Saturday, June 9, 2007

the rheology of women in science

I'm multitasking, bouncing between reading a classic structural geology article, brainstorming possible speakers to invite to campus next year, and mulling over the implications of Virginia Valian's tutorials about gender schemas and science (mentioned in this month's Association for Women Geoscientists newsletter). And it struck me: the experience of women in science (and, according to Dr. Valian's work, a lot of other fields, as well) feels like strain hardening.

Rocks may seem solid when we stub our toes on them, but rocks actually can change shape in a lot of different ways. There's brittle behavior - breaking rocks. That's fairly familiar - my four-year-old has even been experimenting with brittle behavior by dropping rocks onto one another and watching them smash into little pieces. Brittle behavior is responsible for things like earthquakes. Rocks near the earth's surface are brittle.
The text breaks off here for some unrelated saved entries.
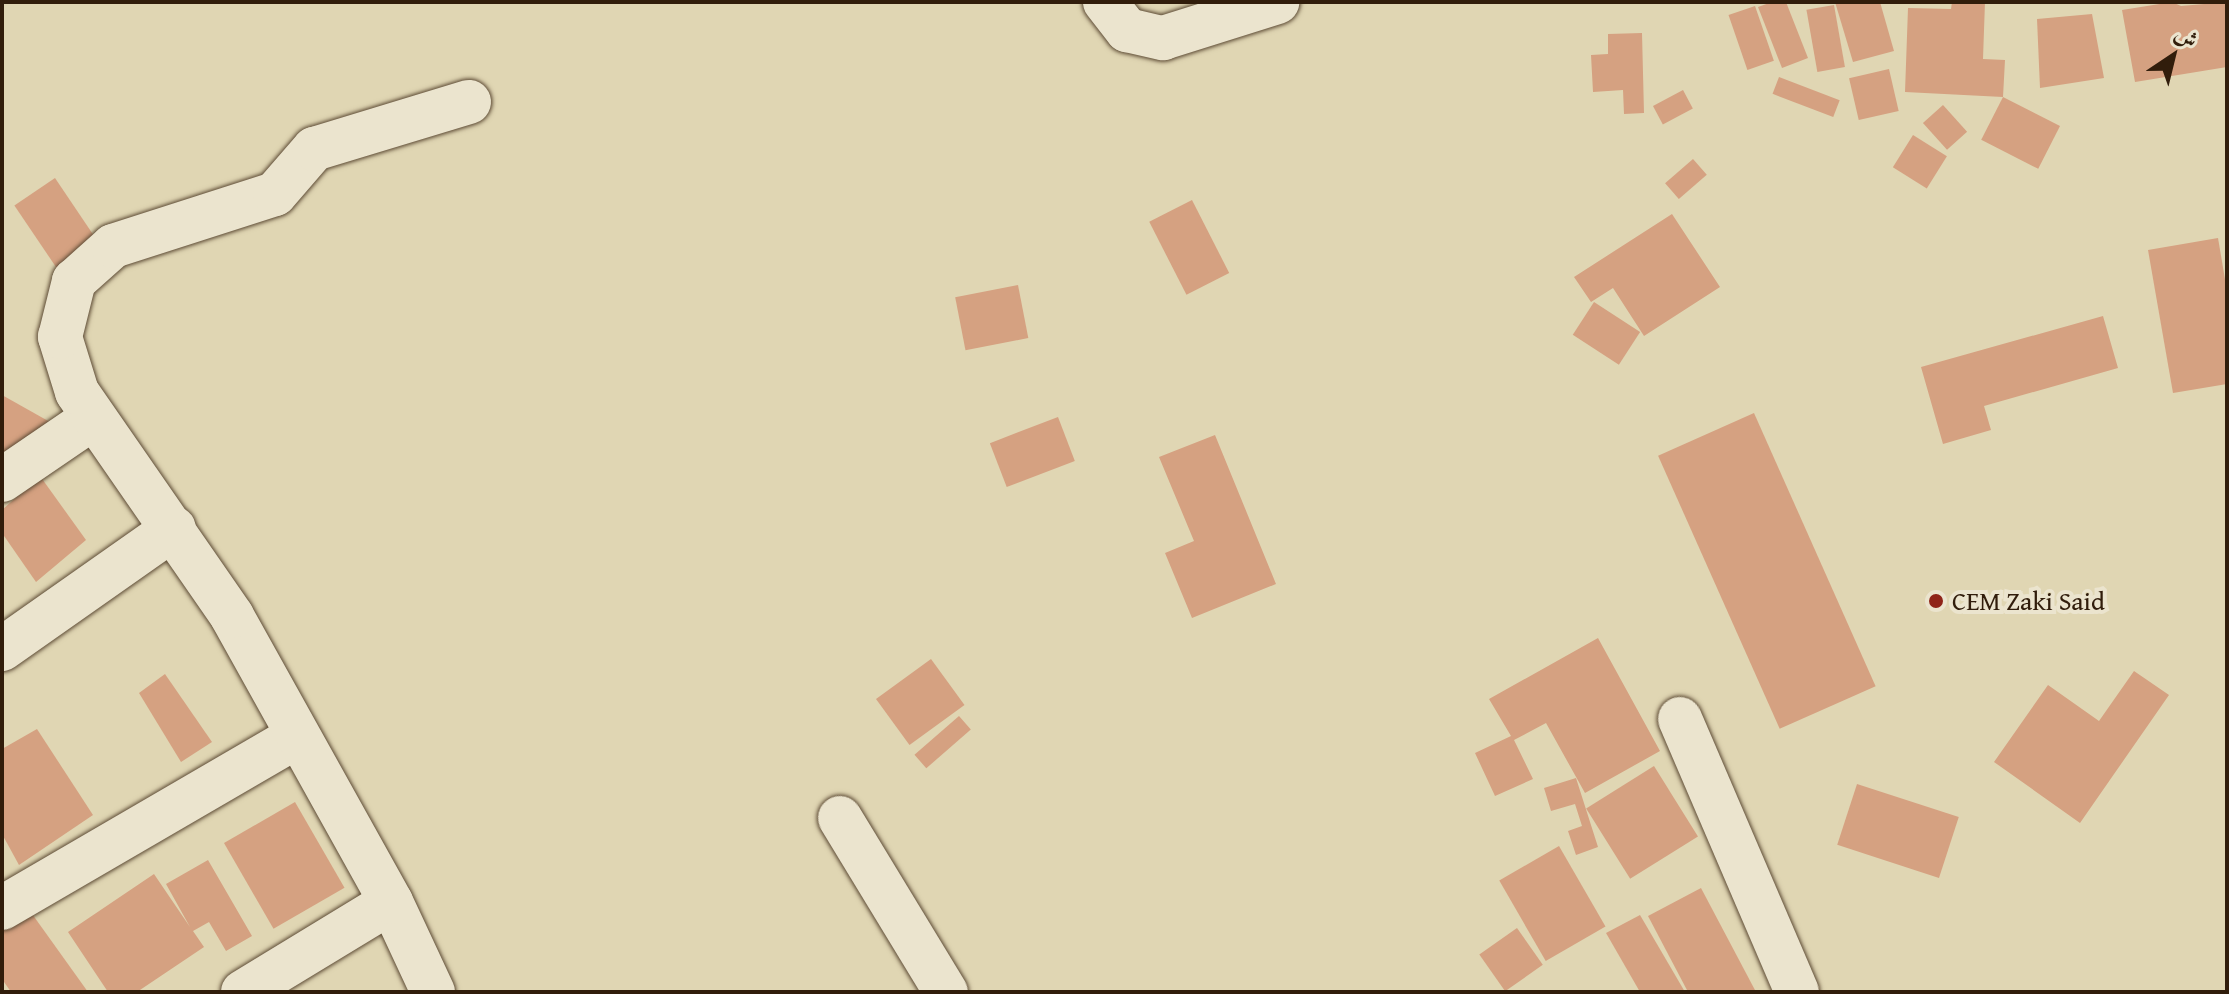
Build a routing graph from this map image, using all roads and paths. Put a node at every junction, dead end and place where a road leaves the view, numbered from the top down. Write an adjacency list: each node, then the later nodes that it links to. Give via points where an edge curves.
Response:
1 (1105, 2): 2 (street, via 1127,30 1163,38)
2 (1277, 2)
3 (469, 102): 4 (street, via 314,149 275,194 113,246 90,262 74,281 60,337 65,365)
4 (93, 418): 5 (street); 6 (street)
5 (2, 480)
6 (174, 528): 7 (street); 9 (street, via 232,616)
7 (2, 649)
8 (1680, 719): 16 (street)
9 (296, 737): 11 (street); 12 (street)
10 (840, 818): 15 (street)
11 (391, 902): 13 (street); 14 (street)
12 (2, 908)
13 (243, 992)
14 (433, 992)
15 (946, 992)
16 (1797, 992)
And then there's a whole suite of ductile deformation mechanisms -- ways in which rocks change shape without breaking, the way Silly Putty does. There's pressure solution, in which minerals dissolve because they've been pushed against one another too hard. There's Coble creep, which sounds kind of like somebody you would avoid sitting next to at lunch, but which really is just a way in which atoms move through the space between mineral grains. It's like pressure solution without the water. And there's Superplastic Creep, which isn't really capitalized, but really, how could I avoid capitalizing something that sounds like the ultimate geeky superhero? In superplastic creep, small grains both change in shape (maybe by pressure solution or Coble creep) and slide past each other.

All three of those mechanisms ought to let rocks deform more easily when the rock is made of smaller pieces of stuff - they should experience "strain softening," in which deformation gets easier as time goes by.

But there's one deformation mechanism that behaves in the opposite manner, and it's an important one: dislocation glide. Dislocation glide sounds like something that ought to be easy and graceful. And maybe it is, for a little while. Dislocations are lines where crystal lattices are contorted, and they're supposed to actually be easier places to break and reform bonds than is possible in a perfect crystal. And if a crystal had only one dislocation, the dislocation could glide right through from one side to the other, changing the crystal's shape ever so slightly. But crystals have lots of dislocations, and when they try to glide past one another, they get tangled up. (I keep imagining every Olympic ice skating champion for the past 30 years trying to simultaneously do a routine in a small ice rink. Crash. Tangle.) And when dislocations tangle, they get stuck, and it gets more difficult for the crystal to change shape -- the rock undergoes "work hardening."

And it strikes me that women scientists (or women in lots of fields) can experience a kind of work hardening. Valian argues that women constantly face little setbacks as a result of "gender schemas" - expectations about differences between women and men that lead people to overrate men and underrate women. For example, in academia, maybe a woman gets slightly weaker letters of recommendation, and then is hired by a slightly less prestigious institution, and then gets slightly weaker reviews of grant proposals, and gets slightly less funding, and then is less likely to be invited to collaborate on important projects, and then is not invited to participate in an NSF panel or to give invited talks, and then she's a weaker candidate for, say, the Young Scientist Medal at GSA. All those little qualitative things add up to a far weaker CV, and might result in getting delayed promotion, or receiving a lower salary than men, or not getting invited to join the National Academy of Sciences. The molehills become a mountain. But there's more to it than that. Those little things are exhausting, and it's easy to come to believe that, you know, maybe I didn't deserve tenure. Maybe I'm not that great of a teacher. Maybe my research isn't very exciting. They tangle together until the thought occurs: maybe I would make a pretty good stay-at-home mom, even though I'm happiest when I'm out in the field with a student, brainstorming alternate working hypotheses for a rock that doesn't make sense.

Dislocation glide happens under conditions of high differential stress and fairly low temperature. But with higher temperature - with just a little more energy - dislocations can "climb" - they can move out of each other's way and let the deformation continue. The work doesn't get easier with time, but it doesn't get harder, either. It reaches a steady state (which sounds really Zen, doesn't it?) as dislocation creep (which doesn't sound very Zen).

And I wonder. How much energy, exactly, is necessary to achieve the steady state of dislocation creep in the work world? And, well, will somebody figure out how to add water to the system so that pressure solution can take over? Because there are definitely times that I would prefer to dissolve away and precipitate someplace where the stress is lower.